The North-West University Botanical Garden is located in Potchefstroom, in the Highveld region of South Africa. This region is characterized by cold dry winters with frequent frost and hot summers with regular thundershowers. Temperatures as low as minus 10 °C have been recorded in the Botanical Garden during winter.

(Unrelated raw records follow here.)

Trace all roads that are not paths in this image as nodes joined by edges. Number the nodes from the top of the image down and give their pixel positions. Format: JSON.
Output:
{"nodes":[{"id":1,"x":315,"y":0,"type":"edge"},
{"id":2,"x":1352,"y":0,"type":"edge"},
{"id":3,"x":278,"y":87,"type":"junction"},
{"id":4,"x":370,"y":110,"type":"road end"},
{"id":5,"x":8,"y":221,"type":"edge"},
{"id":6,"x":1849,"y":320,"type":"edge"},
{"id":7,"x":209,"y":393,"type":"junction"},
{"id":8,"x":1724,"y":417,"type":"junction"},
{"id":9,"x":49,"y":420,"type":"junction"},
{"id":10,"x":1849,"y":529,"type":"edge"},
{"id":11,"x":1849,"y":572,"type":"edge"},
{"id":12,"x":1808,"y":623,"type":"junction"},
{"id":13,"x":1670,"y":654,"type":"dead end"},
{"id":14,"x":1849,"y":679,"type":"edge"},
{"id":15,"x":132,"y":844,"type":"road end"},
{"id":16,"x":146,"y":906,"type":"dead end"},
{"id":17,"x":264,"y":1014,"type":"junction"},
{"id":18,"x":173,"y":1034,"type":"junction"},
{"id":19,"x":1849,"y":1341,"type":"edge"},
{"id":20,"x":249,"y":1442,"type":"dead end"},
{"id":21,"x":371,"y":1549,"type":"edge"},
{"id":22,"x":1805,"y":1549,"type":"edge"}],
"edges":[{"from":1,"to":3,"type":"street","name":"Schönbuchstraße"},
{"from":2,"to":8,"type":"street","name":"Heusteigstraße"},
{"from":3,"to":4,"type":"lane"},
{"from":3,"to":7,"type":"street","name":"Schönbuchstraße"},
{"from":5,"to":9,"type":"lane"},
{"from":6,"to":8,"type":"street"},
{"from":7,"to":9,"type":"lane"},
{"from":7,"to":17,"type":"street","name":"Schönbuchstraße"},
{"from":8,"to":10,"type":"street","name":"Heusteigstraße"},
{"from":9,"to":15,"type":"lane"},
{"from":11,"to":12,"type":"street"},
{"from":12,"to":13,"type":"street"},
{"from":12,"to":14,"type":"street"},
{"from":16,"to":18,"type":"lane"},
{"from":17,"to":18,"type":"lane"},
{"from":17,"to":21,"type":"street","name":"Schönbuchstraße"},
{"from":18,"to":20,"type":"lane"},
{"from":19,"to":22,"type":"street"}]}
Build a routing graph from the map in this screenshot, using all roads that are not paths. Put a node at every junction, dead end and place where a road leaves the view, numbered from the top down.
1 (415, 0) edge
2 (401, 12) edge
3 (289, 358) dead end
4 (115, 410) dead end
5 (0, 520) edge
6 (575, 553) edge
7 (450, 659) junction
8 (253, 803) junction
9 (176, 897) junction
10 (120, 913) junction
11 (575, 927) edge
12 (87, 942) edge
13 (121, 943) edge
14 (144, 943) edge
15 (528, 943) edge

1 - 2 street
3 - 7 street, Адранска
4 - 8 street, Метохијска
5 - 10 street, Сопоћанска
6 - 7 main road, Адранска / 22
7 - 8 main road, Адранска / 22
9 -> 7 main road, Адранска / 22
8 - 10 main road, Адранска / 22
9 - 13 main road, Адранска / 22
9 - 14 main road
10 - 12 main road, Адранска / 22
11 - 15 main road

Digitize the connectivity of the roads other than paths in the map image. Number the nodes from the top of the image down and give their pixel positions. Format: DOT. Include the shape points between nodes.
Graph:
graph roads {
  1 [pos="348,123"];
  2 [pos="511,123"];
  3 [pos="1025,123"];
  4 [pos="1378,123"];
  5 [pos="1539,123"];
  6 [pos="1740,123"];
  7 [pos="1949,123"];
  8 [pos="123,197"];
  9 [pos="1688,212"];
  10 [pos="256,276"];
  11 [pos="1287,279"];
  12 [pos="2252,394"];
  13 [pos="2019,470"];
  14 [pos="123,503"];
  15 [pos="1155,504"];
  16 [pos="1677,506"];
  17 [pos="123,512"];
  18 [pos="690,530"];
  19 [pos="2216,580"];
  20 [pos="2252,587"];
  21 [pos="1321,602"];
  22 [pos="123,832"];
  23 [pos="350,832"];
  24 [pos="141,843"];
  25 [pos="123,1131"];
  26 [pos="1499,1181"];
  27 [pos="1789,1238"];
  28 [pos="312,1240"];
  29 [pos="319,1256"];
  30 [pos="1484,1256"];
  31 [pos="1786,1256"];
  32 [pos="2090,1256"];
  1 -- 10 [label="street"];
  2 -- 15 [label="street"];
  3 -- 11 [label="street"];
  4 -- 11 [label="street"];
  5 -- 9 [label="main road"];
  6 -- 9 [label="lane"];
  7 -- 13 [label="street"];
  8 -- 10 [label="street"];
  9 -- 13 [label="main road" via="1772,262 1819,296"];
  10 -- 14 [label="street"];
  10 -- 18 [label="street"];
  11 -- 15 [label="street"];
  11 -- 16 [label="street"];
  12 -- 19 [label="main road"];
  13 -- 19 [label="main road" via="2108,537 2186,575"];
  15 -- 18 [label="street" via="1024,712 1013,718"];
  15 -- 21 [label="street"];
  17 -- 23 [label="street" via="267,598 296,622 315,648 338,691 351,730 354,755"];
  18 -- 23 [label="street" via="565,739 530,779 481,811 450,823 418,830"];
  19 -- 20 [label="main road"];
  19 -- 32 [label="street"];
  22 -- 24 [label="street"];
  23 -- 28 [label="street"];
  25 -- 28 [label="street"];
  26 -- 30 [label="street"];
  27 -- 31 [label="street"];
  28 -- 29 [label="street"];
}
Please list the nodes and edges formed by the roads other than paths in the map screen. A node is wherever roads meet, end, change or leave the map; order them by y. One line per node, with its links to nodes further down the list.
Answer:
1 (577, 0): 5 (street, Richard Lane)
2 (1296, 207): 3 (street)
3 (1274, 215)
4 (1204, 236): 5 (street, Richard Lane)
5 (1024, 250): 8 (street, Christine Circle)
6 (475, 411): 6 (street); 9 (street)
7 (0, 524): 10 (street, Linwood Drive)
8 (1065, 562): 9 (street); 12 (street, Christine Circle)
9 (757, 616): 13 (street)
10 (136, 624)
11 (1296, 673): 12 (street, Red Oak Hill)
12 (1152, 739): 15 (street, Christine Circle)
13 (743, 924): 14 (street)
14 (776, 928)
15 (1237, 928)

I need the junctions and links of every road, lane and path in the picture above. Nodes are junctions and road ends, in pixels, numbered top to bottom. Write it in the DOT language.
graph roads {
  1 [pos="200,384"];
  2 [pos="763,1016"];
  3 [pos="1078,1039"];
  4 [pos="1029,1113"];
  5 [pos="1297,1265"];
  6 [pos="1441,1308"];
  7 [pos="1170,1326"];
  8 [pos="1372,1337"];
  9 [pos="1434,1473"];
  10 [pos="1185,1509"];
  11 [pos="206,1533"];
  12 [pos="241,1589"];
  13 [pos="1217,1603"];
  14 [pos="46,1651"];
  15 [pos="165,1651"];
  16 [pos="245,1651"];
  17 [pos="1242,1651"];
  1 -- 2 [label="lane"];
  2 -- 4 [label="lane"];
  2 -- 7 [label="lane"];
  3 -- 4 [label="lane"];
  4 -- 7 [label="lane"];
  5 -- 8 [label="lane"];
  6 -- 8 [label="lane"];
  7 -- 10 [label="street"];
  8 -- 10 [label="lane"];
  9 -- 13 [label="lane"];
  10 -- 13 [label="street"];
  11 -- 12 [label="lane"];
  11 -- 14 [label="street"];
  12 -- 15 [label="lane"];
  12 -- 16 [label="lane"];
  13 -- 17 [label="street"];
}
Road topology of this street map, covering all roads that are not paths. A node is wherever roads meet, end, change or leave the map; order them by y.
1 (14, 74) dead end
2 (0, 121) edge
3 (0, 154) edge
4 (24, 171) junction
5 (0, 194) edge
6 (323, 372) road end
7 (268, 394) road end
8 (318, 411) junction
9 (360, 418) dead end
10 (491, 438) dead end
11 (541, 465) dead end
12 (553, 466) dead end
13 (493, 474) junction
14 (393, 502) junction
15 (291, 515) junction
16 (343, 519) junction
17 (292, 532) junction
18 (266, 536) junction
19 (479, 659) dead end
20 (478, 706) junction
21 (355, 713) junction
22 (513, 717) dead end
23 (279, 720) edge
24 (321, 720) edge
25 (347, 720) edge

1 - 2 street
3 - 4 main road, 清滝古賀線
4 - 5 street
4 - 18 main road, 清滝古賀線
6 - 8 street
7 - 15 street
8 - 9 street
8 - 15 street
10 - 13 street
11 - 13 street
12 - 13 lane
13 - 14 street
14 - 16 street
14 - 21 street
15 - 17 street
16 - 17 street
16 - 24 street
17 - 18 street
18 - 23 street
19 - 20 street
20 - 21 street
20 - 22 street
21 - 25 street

===Garden and theme gardens===
Even though the North-West University Botanical Garden spans less than three hectares more than a 1500 plant species is found here. Most plants in the Botanical Garden are indigenous to South Africa with the exception of a few exotic plants which are kept for research or educational value. A large section of the garden, around a man-made ridge, is managed as a natural wooded grassland area. A variety of theme gardens make up the rest of the Botanical Garden, including the swamp garden, vlei garden, contemporary indigenous garden, vegetable and herb garden, invader display, plant evolution garden and succulent rockery. Some more common plant genera represented in the garden include Acacia, Aloe, Bonatea, Crinum, Dierama, Encephalartos, Eucomis, Eulophia, Euphorbia, Gasteria, Gladiolus, Haworthia, Hypoxis, Indigofera, Kniphofia, Plectranthus, Podocarpus, Polygala, Scadoxus, Searsia, Stapelia and Zantedeschia.

===Tropical greenhouse===
In the tropical greenhouse a variety of tropical and subtropical plants from all over the world are present. Some of the plants include a variety of food and medicinal plants including Coffea arabica (coffee), Camellia sinensis (tea), Vanilla planifolia (vanilla), Saccharum officinarum (sugarcane), Cinnamomum zeylanicum (cinnamon), Oryza sativa (rice), Theobroma cacao (cacao), Siphonochilus aethiopicus (wild ginger), Warburghia salutaris (pepper bark tree) and Piper nigrum (pepper). The tropical greenhouse also houses many other exotic plants from a variety of families, most notably the orchid family. Many indigenous epiphytic orchids such as Ansellia africana (leopard orchid) and Mystacidium capense, are grown there. Other interesting plants on display include Amorphophallus titanum (giant corpse flower), Hydnophytum formicarum (ant plant), Heliconia humilis (lobster plant), Nepenthes alata (pitcher plant) and Ravenala madagascariensis (travelers palm). In 2010 Victoria cruziana (giant Amazon waterlily) was also successfully grown in the tropical greenhouse which drew numerous curious visitors to the Garden. This was the first successful recorded cultivation in many decades for South Africa.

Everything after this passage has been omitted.